We all benefit from having someone to share and compare perceptions and interpretations of situations. For most, this need is met with family, friends, colleagues and peers. While such resources can be deep and profound, there are often limitations, or even liabilities from such sources. Some business issues are sensitive such that it is inappropriate or counter-productive to share them with colleagues, direct reports, bosses, board members and partners. Some business situations are so complex that spouses, family and friends may not have the experience and perspective to offer anything more than support and good wishes. Sometimes the people you most want to confide in have interests and concerns that are at odds with your own. These and other factors help substantiate the old adage that “It’s lonely at the top.”
A good coach holds your concerns as paramount. As organizational outsiders, they are not embroiled in traditional office politics and turf battles. The coach has your back and nobody else’s.
A good coach is a trustworthy confidante in whom you can entrust both your light and your dark pieces, your fears and ambitions, your assessments of others. While many coaches are not steeped in psychology, the relationship can have the intimacy and depth that one associates with a therapist.
A good coach draws from experience that is relevant to your situation, roles and responsibilities. Academic, conceptual knowledge might provide useful frameworks, but most organizational leaders are in need of pragmatic, action-oriented support.
A good coach helps clarify and focus by asking penetrating questions and not necessarily settling for the first answer. Peeling the onion may reveal deeper insights and useful alternatives, or help in the endless process of sorting and sifting among the overwhelming demands on an executive’s time.
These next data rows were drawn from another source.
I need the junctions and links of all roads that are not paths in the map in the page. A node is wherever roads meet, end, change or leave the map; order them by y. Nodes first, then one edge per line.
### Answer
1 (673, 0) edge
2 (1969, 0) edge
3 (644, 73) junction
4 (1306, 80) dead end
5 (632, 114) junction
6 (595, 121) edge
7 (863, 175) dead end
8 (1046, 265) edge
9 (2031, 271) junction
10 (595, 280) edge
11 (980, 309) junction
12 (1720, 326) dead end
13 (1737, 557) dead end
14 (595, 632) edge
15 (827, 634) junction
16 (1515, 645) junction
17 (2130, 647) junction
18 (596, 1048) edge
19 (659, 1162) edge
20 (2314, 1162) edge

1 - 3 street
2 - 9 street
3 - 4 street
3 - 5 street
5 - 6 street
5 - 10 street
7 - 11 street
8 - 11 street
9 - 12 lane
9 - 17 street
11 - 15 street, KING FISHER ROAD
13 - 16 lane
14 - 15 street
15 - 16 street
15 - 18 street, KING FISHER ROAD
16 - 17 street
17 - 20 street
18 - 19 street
A good coach sees and interprets differently. Such differences are not necessarily superior, but with multiple perspectives come greater options and choices on how to think and move in a given situation.
A good coach has the courage to bring “bad news” for the sake of whatever the client declares as the goal. Negative assessments are not shared in a mood of harsh criticism, but rather as “tough love”. Only rarely is an owner or executive surrounded by people who are willing to provide such important, essential, constructive assessments.
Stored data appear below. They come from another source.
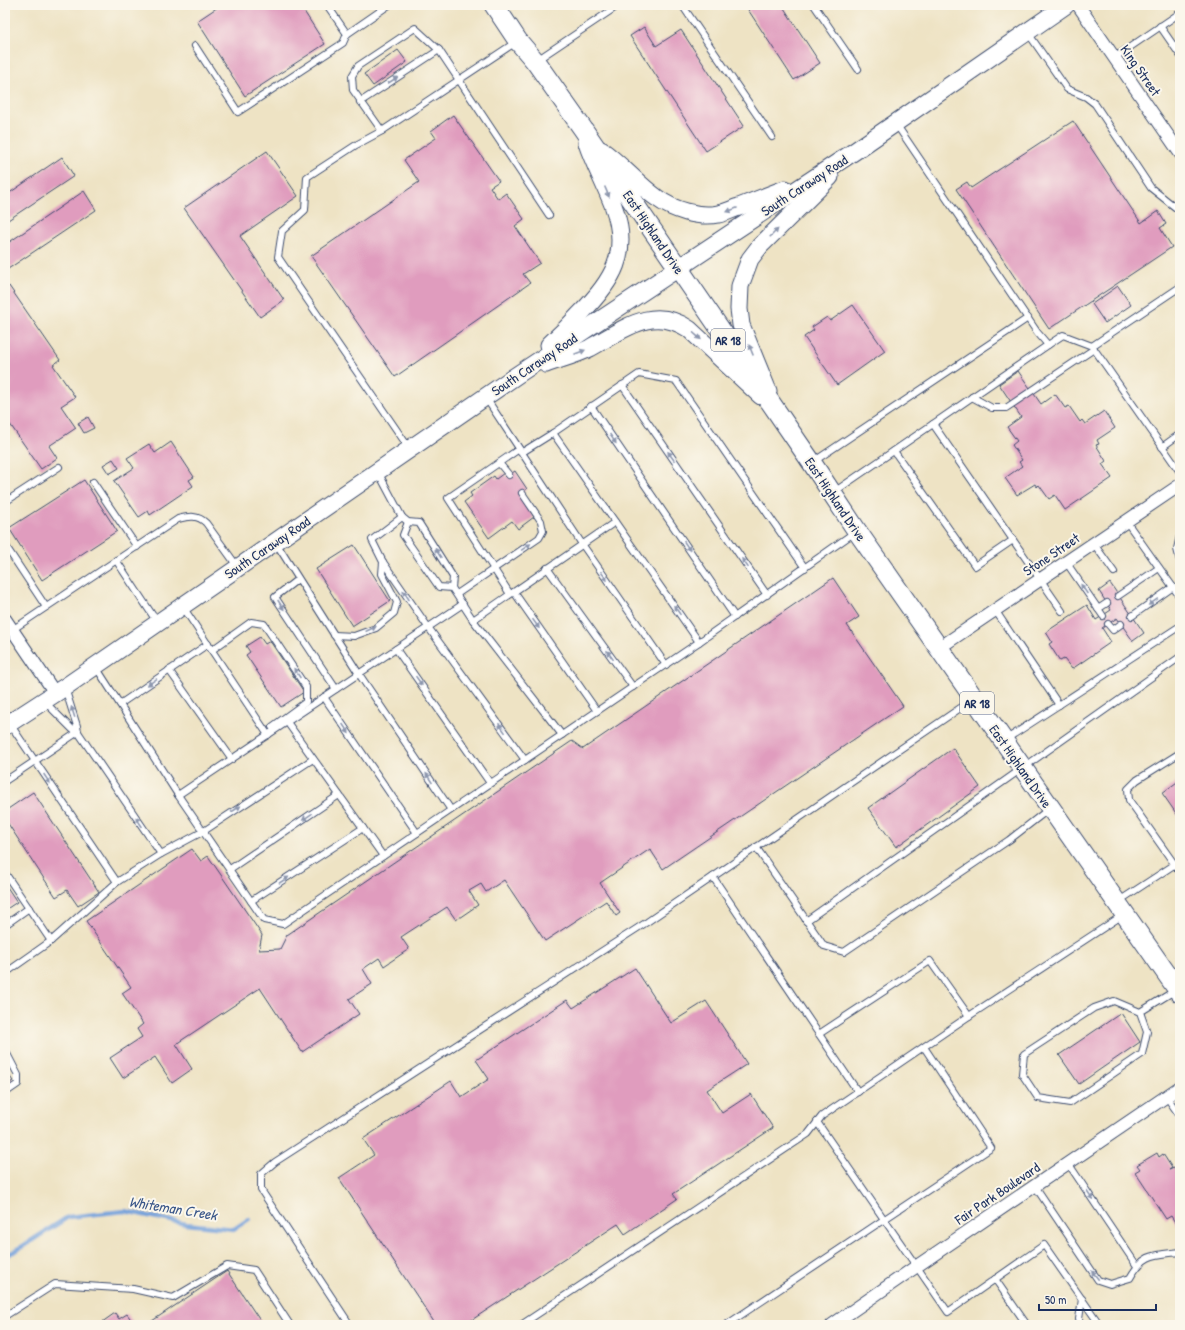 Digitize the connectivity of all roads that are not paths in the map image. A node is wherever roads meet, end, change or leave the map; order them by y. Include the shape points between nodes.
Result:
1 (327, 5) edge
2 (389, 5) edge
3 (494, 5) edge
4 (619, 5) edge
5 (682, 5) edge
6 (814, 5) edge
7 (1066, 5) edge
8 (1078, 5) edge
9 (1180, 12) edge
10 (1160, 26) junction
11 (1027, 32) junction
12 (347, 34) junction
13 (518, 41) junction
14 (194, 46) dead end
15 (439, 50) junction
16 (1180, 56) edge
17 (1114, 58) junction
18 (535, 61) junction
19 (858, 69) dead end
20 (459, 80) junction
21 (360, 102) junction
22 (896, 124) junction
23 (583, 129) junction
24 (382, 131) junction
25 (772, 137) dead end
26 (595, 146) junction
27 (855, 151) junction
28 (1180, 153) edge
29 (1180, 211) edge
30 (549, 215) dead end
31 (679, 268) junction
32 (1180, 287) edge
33 (1028, 318) junction
34 (1048, 345) junction
35 (1093, 348) junction
36 (517, 375) junction
37 (622, 385) junction
38 (485, 397) junction
39 (972, 397) junction
40 (592, 406) junction
41 (777, 412) junction
42 (933, 424) junction
43 (553, 433) junction
44 (1180, 434) edge
45 (1162, 446) junction
46 (410, 449) junction
47 (520, 451) junction
48 (894, 451) junction
49 (499, 463) junction
50 (812, 463) junction
51 (59, 467) dead end
52 (378, 471) junction
53 (1180, 472) edge
54 (509, 475) dead end
55 (93, 482) dead end
56 (1180, 485) edge
57 (522, 492) dead end
58 (832, 493) junction
59 (5, 502) edge
60 (402, 517) junction
61 (1126, 521) junction
62 (408, 522) junction
63 (616, 522) junction
64 (857, 531) junction
65 (1180, 536) edge
66 (1013, 540) junction
67 (275, 542) junction
68 (582, 544) junction
69 (1094, 544) junction
70 (5, 545) edge
71 (137, 547) junction
72 (116, 560) junction
73 (1180, 561) edge
74 (383, 562) junction
75 (1066, 562) junction
76 (238, 567) junction
77 (493, 568) junction
78 (547, 568) junction
79 (805, 568) junction
80 (1159, 568) junction
81 (1114, 572) dead end
82 (298, 579) junction
83 (1041, 579) junction
84 (452, 588) junction
85 (1173, 588) junction
86 (512, 593) junction
87 (457, 594) junction
88 (767, 595) junction
89 (1118, 596) dead end
90 (1180, 597) edge
91 (1107, 603) dead end
92 (463, 604) junction
93 (182, 606) junction
94 (46, 607) junction
95 (1098, 609) junction
96 (995, 610) junction
97 (1062, 611) dead end
98 (1103, 616) dead end
99 (1132, 616) dead end
100 (735, 617) junction
101 (5, 619) edge
102 (473, 620) junction
103 (158, 622) junction
104 (1108, 624) dead end
105 (1121, 624) dead end
106 (1180, 626) edge
107 (428, 628) junction
108 (12, 630) junction
109 (334, 635) junction
110 (699, 642) junction
111 (208, 644) junction
112 (939, 648) junction
113 (396, 649) junction
114 (212, 650) junction
115 (1180, 657) edge
116 (666, 665) junction
117 (95, 666) junction
118 (169, 670) junction
119 (358, 674) junction
120 (633, 687) junction
121 (336, 689) junction
122 (54, 694) junction
123 (324, 697) junction
124 (974, 698) junction
125 (120, 704) junction
126 (1059, 705) junction
127 (597, 711) junction
128 (287, 722) junction
129 (7, 724) edge
130 (78, 732) junction
131 (267, 733) junction
132 (562, 735) junction
133 (1004, 741) junction
134 (1180, 753) edge
135 (232, 759) junction
136 (313, 759) junction
137 (525, 760) junction
138 (35, 761) junction
139 (1023, 768) junction
140 (5, 781) edge
141 (490, 784) junction
142 (178, 795) junction
143 (339, 795) junction
144 (1050, 808) junction
145 (451, 810) junction
146 (363, 828) junction
147 (204, 830) junction
148 (417, 833) junction
149 (756, 847) junction
150 (161, 854) junction
151 (383, 856) junction
152 (1178, 863) edge
153 (230, 869) junction
154 (1180, 872) edge
155 (5, 873) edge
156 (713, 877) junction
157 (118, 882) junction
158 (251, 901) junction
159 (29, 908) junction
160 (1120, 908) junction
161 (806, 921) junction
162 (5, 926) edge
163 (51, 941) junction
164 (5, 971) edge
165 (1179, 991) edge
166 (1140, 1012) junction
167 (969, 1016) junction
168 (819, 1034) junction
169 (924, 1047) junction
170 (5, 1050) edge
171 (1180, 1087) edge
172 (858, 1092) junction
173 (5, 1093) edge
174 (1166, 1096) junction
175 (1180, 1116) edge
176 (817, 1122) junction
177 (1068, 1163) junction
178 (1035, 1186) junction
179 (884, 1219) junction
180 (1180, 1252) edge
181 (917, 1266) junction
182 (1137, 1266) junction
183 (995, 1279) junction
184 (1082, 1299) junction
185 (5, 1316) edge
186 (290, 1325) edge
187 (350, 1325) edge
188 (521, 1325) edge
189 (726, 1325) edge
190 (832, 1325) edge
191 (1028, 1325) edge
192 (1080, 1325) edge
193 (1100, 1325) edge

1 - 12 lane
2 - 12 lane
3 - 13 main road, East Highland Drive / AR 18
4 - 18 lane
5 - 25 lane
6 - 19 lane
7 - 11 main road, South Caraway Road
8 - 17 street, King Street
9 - 10 lane
10 - 16 lane
10 - 17 lane
11 - 22 main road, South Caraway Road
11 - 29 lane via 1067,89 1095,104 1151,188
12 - 14 lane via 342,43 238,112
13 - 18 main road, East Highland Drive / AR 18
13 - 20 lane
15 - 20 lane
21 -> 15 lane
15 - 21 lane via 415,28 358,66 352,76 353,90
17 - 28 street, King Street
18 - 23 main road, East Highland Drive / AR 18
20 - 24 lane
20 - 30 lane
21 - 24 lane
22 - 27 main road, South Caraway Road
22 - 33 lane
23 - 26 main road, East Highland Drive / AR 18
23 -> 36 main road via 618,222 620,241 616,265 612,276 594,300
24 - 46 lane via 307,177 305,210 282,231 278,257
27 -> 26 main road via 797,184 720,214 707,215 675,208 658,198
26 - 31 main road, East Highland Drive / AR 18
27 - 31 main road, South Caraway Road
41 -> 27 main road via 741,325 738,309 740,286 750,260 760,246
31 - 36 main road, South Caraway Road
31 - 41 main road, East Highland Drive / AR 18
32 - 35 lane
33 - 34 lane
33 - 50 lane
34 - 35 lane via 1063,335
34 - 39 lane
35 - 39 lane via 1006,408 992,408
35 - 45 lane
36 - 38 main road, South Caraway Road
36 -> 41 main road via 588,349 643,320 654,318 681,324 689,329
37 - 40 lane
37 - 79 lane via 639,374 676,381
88 -> 37 lane
38 - 46 main road, South Caraway Road
38 - 47 lane
39 - 42 lane
40 - 43 lane
40 -> 100 lane
41 - 50 main road, East Highland Drive / AR 18
42 - 48 lane
42 - 66 lane
43 - 47 lane
43 - 63 lane
44 - 45 lane
45 - 53 lane
46 - 52 main road, South Caraway Road
47 - 49 lane
47 - 68 lane
48 - 58 lane
48 - 66 lane via 975,566
49 - 54 lane
49 - 77 lane via 448,498
50 - 58 main road, East Highland Drive / AR 18
51 - 59 lane
52 - 60 lane
52 - 67 main road, South Caraway Road
55 - 71 lane
56 - 61 street, Stone Street
77 -> 57 lane via 539,538 543,531 541,522
58 - 64 main road, East Highland Drive / AR 18
60 - 62 lane
60 - 74 lane via 372,540
61 - 69 street, Stone Street
61 - 80 lane
84 -> 62 lane via 453,577 419,523
62 - 84 lane via 403,535 439,587
63 - 68 lane
110 -> 63 lane
64 - 79 lane
64 - 112 main road, East Highland Drive / AR 18
65 - 73 lane via 1177,549
66 - 83 lane
67 - 76 main road, South Caraway Road
67 - 82 lane
68 - 78 lane
68 -> 116 lane
69 - 75 street, Stone Street
69 - 81 lane
70 - 94 lane
71 - 72 lane
71 - 76 lane via 178,519 195,516 206,523
72 - 94 lane
72 - 103 lane
107 -> 74 lane
109 -> 74 lane via 354,636 376,628 394,613 397,602 382,574
75 - 83 street, Stone Street
95 -> 75 lane
76 - 93 main road, South Caraway Road
77 - 86 lane
77 - 87 lane
78 - 86 lane
120 -> 78 lane
79 - 88 lane
80 - 85 lane
80 - 89 lane
82 - 109 lane
82 -> 121 lane via 275,597
83 - 96 street, Stone Street
83 - 97 lane
84 - 87 lane
85 - 90 lane
85 -> 99 lane
86 - 102 lane
86 -> 127 lane
87 - 92 lane
88 - 100 lane
91 - 95 lane
92 - 102 lane
92 - 107 lane
93 - 103 main road, South Caraway Road
93 - 111 lane
94 - 108 lane
95 - 98 lane
96 - 112 street, Stone Street
96 - 126 lane
100 - 110 lane
101 - 108 street
102 - 132 lane
103 - 117 main road, South Caraway Road
104 - 105 lane via 1113,630
106 - 126 lane
107 - 113 lane
137 -> 107 lane
108 - 122 street
109 - 119 lane
110 - 116 lane
111 - 114 lane
111 - 118 lane
112 - 124 main road, East Highland Drive / AR 18
113 - 119 lane
113 -> 141 lane
114 - 131 lane
131 -> 114 lane via 306,702 306,687 264,624 251,622
115 - 139 lane
116 - 120 lane
117 - 122 main road, South Caraway Road
117 - 125 lane
118 -> 125 lane
118 - 135 lane
119 - 121 lane
145 -> 119 lane
120 - 127 lane
121 - 123 lane
122 - 129 main road, South Caraway Road
130 -> 122 lane via 77,726
122 - 130 lane via 72,729
123 - 128 lane
123 -> 148 lane
124 - 133 main road, East Highland Drive / AR 18
124 - 149 lane
125 - 142 lane
126 - 133 lane
127 - 132 lane
128 - 131 lane
128 - 136 lane
129 - 138 lane
130 - 138 lane
150 -> 130 lane
131 - 135 lane
132 - 137 lane
133 - 139 main road, East Highland Drive / AR 18
134 - 152 lane via 1137,780 1128,789 1129,800
135 - 142 lane
136 - 143 lane
147 -> 136 lane
137 - 141 lane
138 - 140 lane
138 -> 157 lane
139 - 144 main road, East Highland Drive / AR 18
139 - 161 lane
141 - 145 lane
142 - 147 lane
143 - 146 lane
143 -> 153 lane
144 - 160 main road, East Highland Drive / AR 18
144 - 161 lane via 1009,840 844,952 824,946
145 - 148 lane
146 - 151 lane
158 -> 146 lane
147 - 150 lane
147 - 153 lane
148 - 151 lane
149 - 156 lane
149 - 161 lane
150 - 157 lane
151 - 158 lane via 283,924 264,920
152 - 154 lane
152 - 160 lane
153 - 158 lane
155 - 159 lane
156 - 168 lane
156 - 187 lane via 275,1162 261,1174 261,1190
157 - 163 lane
159 - 162 lane
159 - 163 lane
160 - 165 main road, East Highland Drive / AR 18
160 - 167 lane
163 - 164 lane
165 - 166 lane
166 - 166 lane via 1114,1001 1094,1008 1024,1054 1022,1074 1038,1098 1070,1102 1142,1054 1147,1032
167 - 168 lane via 930,960
167 - 169 lane
168 - 172 lane
169 - 172 lane
169 - 179 lane via 991,1148
170 - 173 lane via 18,1075 18,1084
171 - 174 street, Fair Park Boulevard
172 - 176 lane
174 - 175 lane
174 - 177 street, Fair Park Boulevard
176 - 179 lane
176 - 188 lane via 808,1134
177 - 178 street, Fair Park Boulevard
177 -> 182 lane
178 - 181 street, Fair Park Boulevard
182 -> 178 lane via 1130,1278 1110,1284 1098,1280
179 - 181 lane
179 - 189 lane
180 - 182 lane via 1152,1255
181 - 183 lane via 948,1312
181 - 190 street, Fair Park Boulevard
183 - 184 lane via 1044,1245
183 - 191 lane
184 - 192 lane via 1078,1319
184 - 193 lane
185 - 186 lane via 55,1284 133,1289 174,1298 228,1266 254,1270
A good coach knows and owns his limitations, being careful not to offer advice or consultation outside areas of relative expertise.
A good coach fosters interdependent thinking and acting, unlike some consultants who seek to be indispensable. In the framework of interdependence, all parties know and accept their own strengths and experiences with an openness to hearing what others have to say and allowing those perspectives to impact them. This model is more powerful than the isolation that comes with independence, and the disempowerment that comes from dependence.